BEGIN MATERIALS PROVIDED

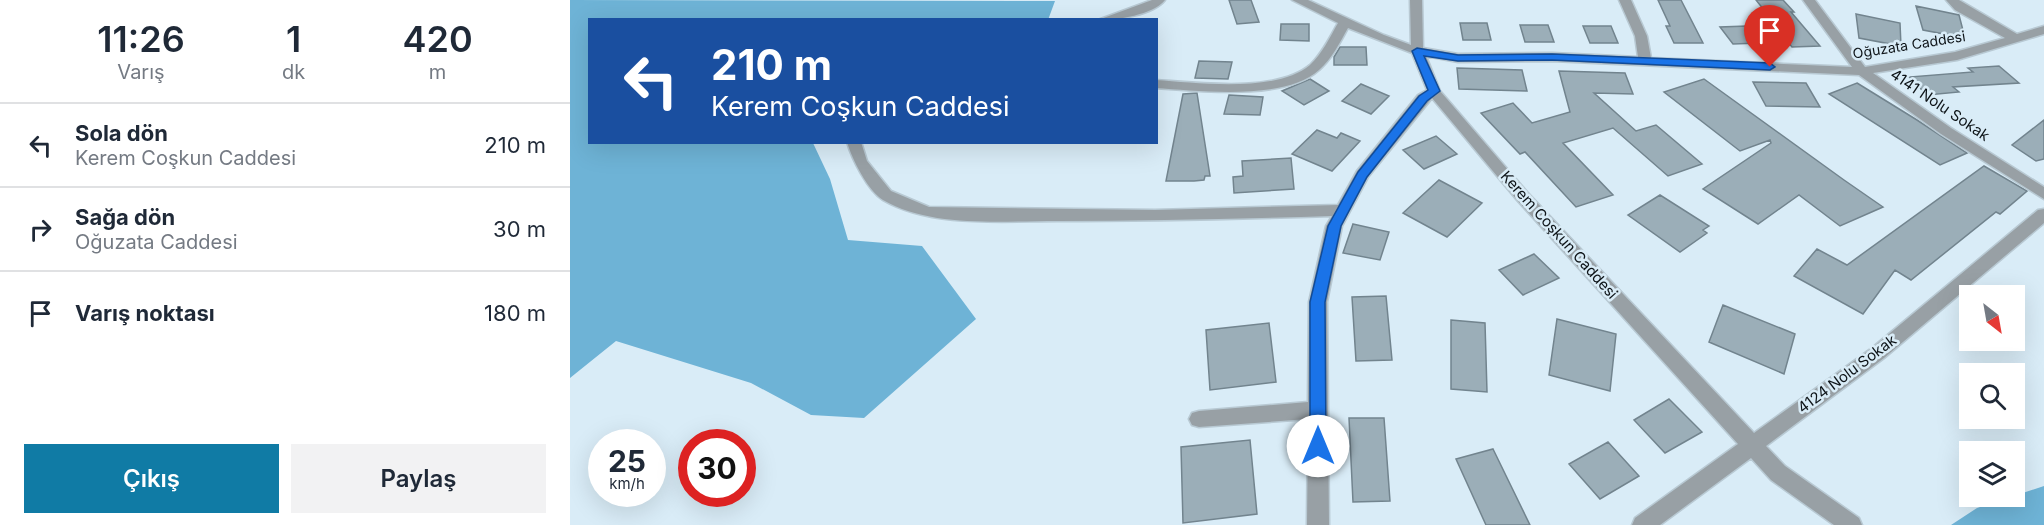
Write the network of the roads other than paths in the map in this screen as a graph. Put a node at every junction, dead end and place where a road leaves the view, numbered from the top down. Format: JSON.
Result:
{"nodes":[{"id":1,"x":1137,"y":0,"type":"edge"},
{"id":2,"x":1298,"y":0,"type":"edge"},
{"id":3,"x":1416,"y":0,"type":"edge"},
{"id":4,"x":1625,"y":0,"type":"edge"},
{"id":5,"x":1809,"y":0,"type":"edge"},
{"id":6,"x":1952,"y":0,"type":"edge"},
{"id":7,"x":1157,"y":2,"type":"edge"},
{"id":8,"x":1110,"y":18,"type":"edge"},
{"id":9,"x":1345,"y":22,"type":"junction"},
{"id":10,"x":2044,"y":30,"type":"edge"},
{"id":11,"x":2015,"y":38,"type":"junction"},
{"id":12,"x":1417,"y":51,"type":"junction"},
{"id":13,"x":1645,"y":61,"type":"junction"},
{"id":14,"x":1862,"y":71,"type":"junction"},
{"id":15,"x":1158,"y":84,"type":"edge"},
{"id":16,"x":1434,"y":91,"type":"junction"},
{"id":17,"x":855,"y":144,"type":"edge"},
{"id":18,"x":2044,"y":194,"type":"edge"},
{"id":19,"x":1343,"y":210,"type":"junction"},
{"id":20,"x":2044,"y":214,"type":"edge"},
{"id":21,"x":1318,"y":410,"type":"junction"},
{"id":22,"x":1198,"y":419,"type":"dead end"},
{"id":23,"x":1752,"y":445,"type":"junction"},
{"id":24,"x":1317,"y":525,"type":"edge"},
{"id":25,"x":1643,"y":525,"type":"edge"},
{"id":26,"x":1851,"y":525,"type":"edge"}],
"edges":[{"from":1,"to":7,"type":"street"},
{"from":2,"to":9,"type":"street","name":"Oğuzata Caddesi"},
{"from":3,"to":12,"type":"street","name":"Kerem Coşkun Caddesi"},
{"from":4,"to":13,"type":"street"},
{"from":5,"to":14,"type":"street","name":"4141 Nolu Sokak"},
{"from":6,"to":11,"type":"street"},
{"from":7,"to":8,"type":"street"},
{"from":9,"to":12,"type":"street","name":"Oğuzata Caddesi"},
{"from":9,"to":15,"type":"street"},
{"from":10,"to":11,"type":"street","name":"Oğuzata Caddesi"},
{"from":11,"to":14,"type":"street","name":"Oğuzata Caddesi"},
{"from":12,"to":13,"type":"street","name":"Oğuzata Caddesi"},
{"from":12,"to":16,"type":"street","name":"Kerem Coşkun Caddesi"},
{"from":13,"to":14,"type":"street","name":"Oğuzata Caddesi"},
{"from":14,"to":18,"type":"street","name":"4141 Nolu Sokak"},
{"from":16,"to":19,"type":"street"},
{"from":16,"to":23,"type":"street","name":"Kerem Coşkun Caddesi"},
{"from":17,"to":19,"type":"street"},
{"from":19,"to":21,"type":"street"},
{"from":20,"to":23,"type":"street","name":"4124 Nolu Sokak"},
{"from":21,"to":22,"type":"street"},
{"from":21,"to":24,"type":"street"},
{"from":23,"to":25,"type":"street","name":"4124 Nolu Sokak"},
{"from":23,"to":26,"type":"street","name":"Kerem Coşkun Caddesi"}]}
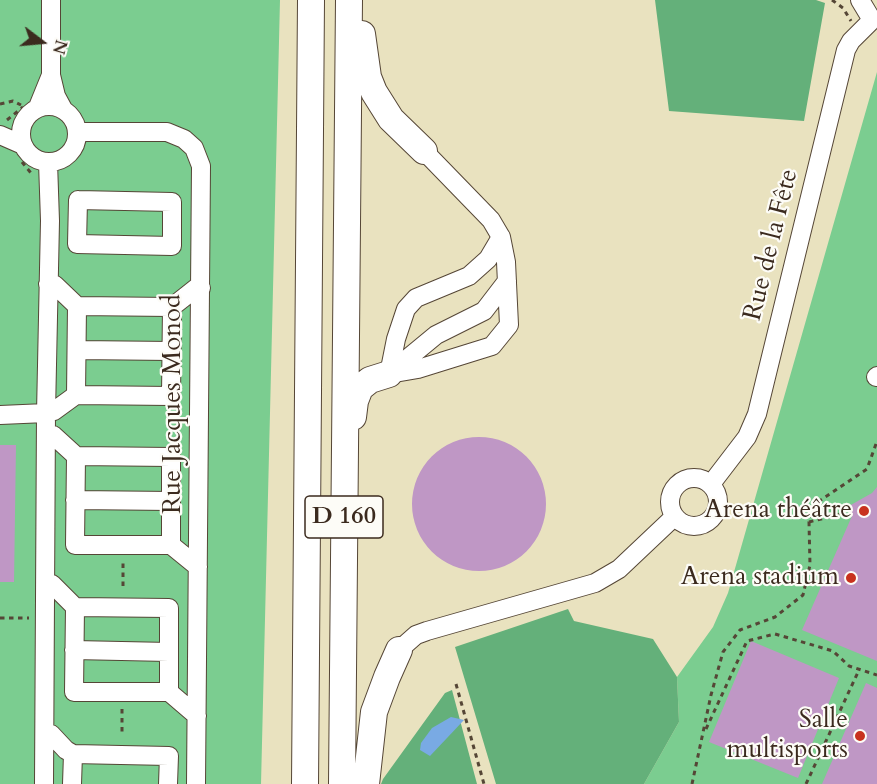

END MATERIALS PROVIDED

◆ **WHAT YOU HAVE TO DO**
The output must match the records word for word, except that no pictures appear.

◆ **TASK RESULT**
Write the network of the roads other than paths in the map in this screen as a graph. Put a node at every junction, dead end and place where a road leaves the view, numbered from the top down. Format: JSON.
Result:
{"nodes":[{"id":1,"x":1137,"y":0,"type":"edge"},
{"id":2,"x":1298,"y":0,"type":"edge"},
{"id":3,"x":1416,"y":0,"type":"edge"},
{"id":4,"x":1625,"y":0,"type":"edge"},
{"id":5,"x":1809,"y":0,"type":"edge"},
{"id":6,"x":1952,"y":0,"type":"edge"},
{"id":7,"x":1157,"y":2,"type":"edge"},
{"id":8,"x":1110,"y":18,"type":"edge"},
{"id":9,"x":1345,"y":22,"type":"junction"},
{"id":10,"x":2044,"y":30,"type":"edge"},
{"id":11,"x":2015,"y":38,"type":"junction"},
{"id":12,"x":1417,"y":51,"type":"junction"},
{"id":13,"x":1645,"y":61,"type":"junction"},
{"id":14,"x":1862,"y":71,"type":"junction"},
{"id":15,"x":1158,"y":84,"type":"edge"},
{"id":16,"x":1434,"y":91,"type":"junction"},
{"id":17,"x":855,"y":144,"type":"edge"},
{"id":18,"x":2044,"y":194,"type":"edge"},
{"id":19,"x":1343,"y":210,"type":"junction"},
{"id":20,"x":2044,"y":214,"type":"edge"},
{"id":21,"x":1318,"y":410,"type":"junction"},
{"id":22,"x":1198,"y":419,"type":"dead end"},
{"id":23,"x":1752,"y":445,"type":"junction"},
{"id":24,"x":1317,"y":525,"type":"edge"},
{"id":25,"x":1643,"y":525,"type":"edge"},
{"id":26,"x":1851,"y":525,"type":"edge"}],
"edges":[{"from":1,"to":7,"type":"street"},
{"from":2,"to":9,"type":"street","name":"Oğuzata Caddesi"},
{"from":3,"to":12,"type":"street","name":"Kerem Coşkun Caddesi"},
{"from":4,"to":13,"type":"street"},
{"from":5,"to":14,"type":"street","name":"4141 Nolu Sokak"},
{"from":6,"to":11,"type":"street"},
{"from":7,"to":8,"type":"street"},
{"from":9,"to":12,"type":"street","name":"Oğuzata Caddesi"},
{"from":9,"to":15,"type":"street"},
{"from":10,"to":11,"type":"street","name":"Oğuzata Caddesi"},
{"from":11,"to":14,"type":"street","name":"Oğuzata Caddesi"},
{"from":12,"to":13,"type":"street","name":"Oğuzata Caddesi"},
{"from":12,"to":16,"type":"street","name":"Kerem Coşkun Caddesi"},
{"from":13,"to":14,"type":"street","name":"Oğuzata Caddesi"},
{"from":14,"to":18,"type":"street","name":"4141 Nolu Sokak"},
{"from":16,"to":19,"type":"street"},
{"from":16,"to":23,"type":"street","name":"Kerem Coşkun Caddesi"},
{"from":17,"to":19,"type":"street"},
{"from":19,"to":21,"type":"street"},
{"from":20,"to":23,"type":"street","name":"4124 Nolu Sokak"},
{"from":21,"to":22,"type":"street"},
{"from":21,"to":24,"type":"street"},
{"from":23,"to":25,"type":"street","name":"4124 Nolu Sokak"},
{"from":23,"to":26,"type":"street","name":"Kerem Coşkun Caddesi"}]}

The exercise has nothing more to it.